As a playwright, Robin Soans concentrates on verbatim and documentary theater, and he wrote “The Arab-Israeli Cookbook” as a way to explore the commonalities between the more than seventy people he met on his trip. The play is a tapestry of monologues and scenes, with real cooking on stage, in which no one ethnic, cultural or political voice dominates. It is the words of these ordinary people trying to lead their lives on a day-to-day basis. We chose to produce the play because it does not take sides about the who is right or wrong in the conflict, but rather it gives a voice to the everyday people who are usually neglected in the news accounts. These are not statistics or poltical positions; they are real people with real desires for peace.

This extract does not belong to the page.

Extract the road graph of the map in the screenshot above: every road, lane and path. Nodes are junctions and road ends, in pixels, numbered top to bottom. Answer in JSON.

So when we heard about the latest conflict, we wondered what was happening to Naji, the administrator of a Palestinian refugee camp who tries to find employment for the men in the camp, and Idan, a young Israeli soldier who wanted to be an actor when he was released from the army, and Rose and Abdullah, a retired couple cooped up in their small apartment because it’s too dangerous to go outside very much, and Nadia, a grandmother whose garden gate was shattered by eighteen bullet when a father and his daughter were mistakenly shot by the Israeli police because they were driving in a similar car as a group of wanted Hamas members, and the many more people from the play who are so real to us even though we have never met them. And we noted that while we are performing the show at its first matinee on Sunday, March 8, a mother, Fattiyah, will be grieving the loss of her young son in a bombing seven years ago to the day.
We must remember that behind all the news stories and articles about this and other conflicts, there are people like each of us, with families like ours, trying to go about their lives as we do - but they do not take for granted the daily rituals and meals as we sometimes do.

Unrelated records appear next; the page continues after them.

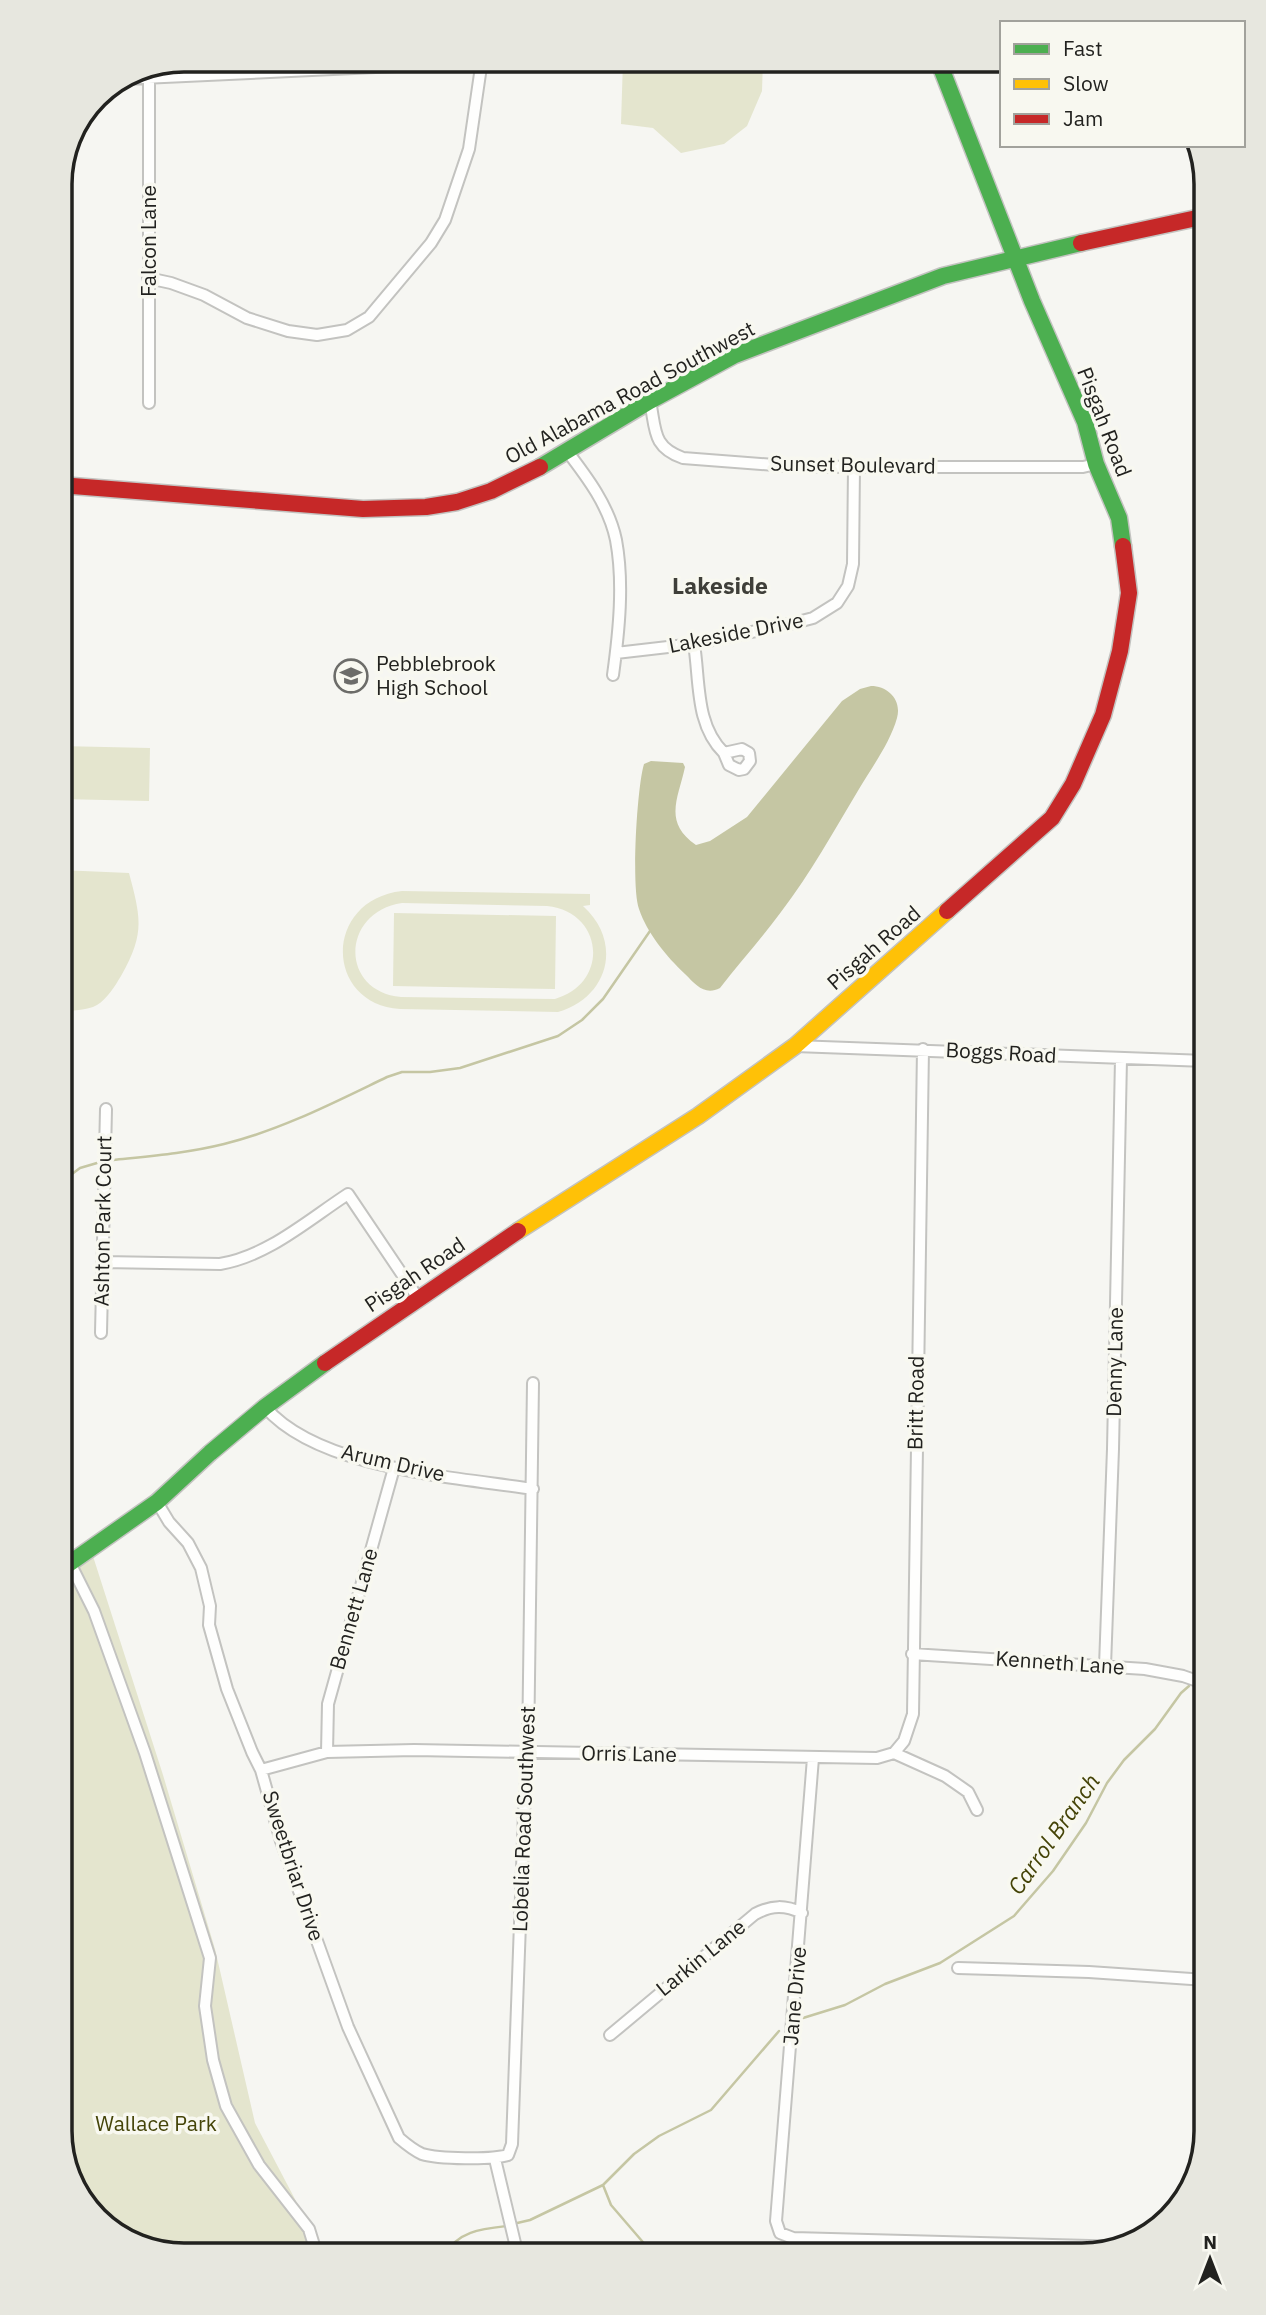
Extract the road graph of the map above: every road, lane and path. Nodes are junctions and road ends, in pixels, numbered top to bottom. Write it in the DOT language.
graph roads {
  1 [pos="278,72"];
  2 [pos="480,72"];
  3 [pos="943,72"];
  4 [pos="146,79"];
  5 [pos="149,79"];
  6 [pos="1194,219"];
  7 [pos="1016,257"];
  8 [pos="148,278"];
  9 [pos="650,401"];
  10 [pos="149,403"];
  11 [pos="567,450"];
  12 [pos="1096,464"];
  13 [pos="854,467"];
  14 [pos="72,486"];
  15 [pos="694,644"];
  16 [pos="616,653"];
  17 [pos="613,674"];
  18 [pos="724,753"];
  19 [pos="795,1046"];
  20 [pos="923,1049"];
  21 [pos="1121,1059"];
  22 [pos="1194,1060"];
  23 [pos="106,1109"];
  24 [pos="103,1262"];
  25 [pos="418,1298"];
  26 [pos="101,1333"];
  27 [pos="533,1383"];
  28 [pos="265,1407"];
  29 [pos="394,1468"];
  30 [pos="533,1489"];
  31 [pos="157,1502"];
  32 [pos="72,1562"];
  33 [pos="72,1578"];
  34 [pos="912,1654"];
  35 [pos="1105,1666"];
  36 [pos="1194,1680"];
  37 [pos="327,1752"];
  38 [pos="528,1752"];
  39 [pos="894,1753"];
  40 [pos="813,1758"];
  41 [pos="261,1770"];
  42 [pos="977,1810"];
  43 [pos="802,1913"];
  44 [pos="958,1968"];
  45 [pos="1194,1979"];
  46 [pos="610,2035"];
  47 [pos="495,2159"];
  48 [pos="313,2243"];
  49 [pos="515,2243"];
  50 [pos="978,2243"];
  1 -- 5 [label="street"];
  2 -- 8 [label="street"];
  3 -- 7 [label="street, Pisgah Road"];
  4 -- 5 [label="street"];
  5 -- 8 [label="street, Falcon Lane"];
  6 -- 7 [label="street, Old Alabama Road Southwest"];
  7 -- 9 [label="street, Old Alabama Road Southwest"];
  7 -- 12 [label="street, Pisgah Road"];
  8 -- 10 [label="street, Falcon Lane"];
  9 -- 11 [label="street, Old Alabama Road Southwest"];
  9 -- 13 [label="street, Sunset Boulevard"];
  11 -- 14 [label="street, Old Alabama Road Southwest"];
  11 -- 16 [label="street"];
  12 -- 13 [label="street, Sunset Boulevard"];
  12 -- 19 [label="street, Pisgah Road"];
  13 -- 15 [label="street, Lakeside Drive"];
  15 -- 16 [label="street, Lakeside Drive"];
  15 -- 18 [label="street"];
  16 -- 17 [label="street"];
  19 -- 20 [label="street, Boggs Road"];
  19 -- 25 [label="street, Pisgah Road"];
  20 -- 21 [label="street, Boggs Road"];
  20 -- 34 [label="street, Britt Road"];
  21 -- 22 [label="street, Boggs Road"];
  21 -- 35 [label="street, Denny Lane"];
  23 -- 24 [label="street, Ashton Park Court"];
  24 -- 25 [label="street"];
  24 -- 26 [label="street, Ashton Park Court"];
  25 -- 28 [label="street, Pisgah Road"];
  27 -- 30 [label="street, Lobelia Road Southwest"];
  28 -- 29 [label="street, Arum Drive"];
  28 -- 31 [label="street, Pisgah Road"];
  29 -- 30 [label="street, Arum Drive"];
  29 -- 37 [label="street, Bennett Lane"];
  30 -- 38 [label="street, Lobelia Road Southwest"];
  31 -- 32 [label="street, Pisgah Road"];
  31 -- 41 [label="street, Sweetbriar Drive"];
  33 -- 48 [label="street"];
  34 -- 35 [label="street, Kenneth Lane"];
  34 -- 39 [label="street, Britt Road"];
  35 -- 36 [label="street, Kenneth Lane"];
  37 -- 38 [label="street, Orris Lane"];
  37 -- 41 [label="street, Orris Lane"];
  38 -- 40 [label="street, Orris Lane"];
  38 -- 47 [label="street, Lobelia Road Southwest"];
  39 -- 40 [label="street, Orris Lane"];
  39 -- 42 [label="street"];
  40 -- 43 [label="street, Jane Drive"];
  41 -- 47 [label="street, Sweetbriar Drive"];
  43 -- 46 [label="street, Larkin Lane"];
  43 -- 50 [label="street, Jane Drive"];
  44 -- 45 [label="street"];
  47 -- 49 [label="street"];
}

“The Arab-Israeli Cookbook” is presented by Theatre Mir in association with the Chicago Department of Cultural Affairs, March 5 through April 5, at the Storefront Theater, 66 E. Randolph Street, Chicago. Click here to purchase tickets.
Comments (2)
THIS SHOW IS ABSOLUTELY AMAZING!
What makes this representation of life in the modern day holy land so special is that no one ethnic, cultural or political voice dominates. The audience is not being bombarded with slogans, propaganda, or radical points of view, but involved in a conversation. While one might expect that a historical narrative which dictates the rights to space (performance as well as real) is at stake, Soans gracefully bypasses this polemic argument. Ultimately, Soans focuses on the similarities rather than the differences suggesting that Arabs and Israelis share a parallel existence. The play offers a means of theatrically analyzing peaceful coexistence.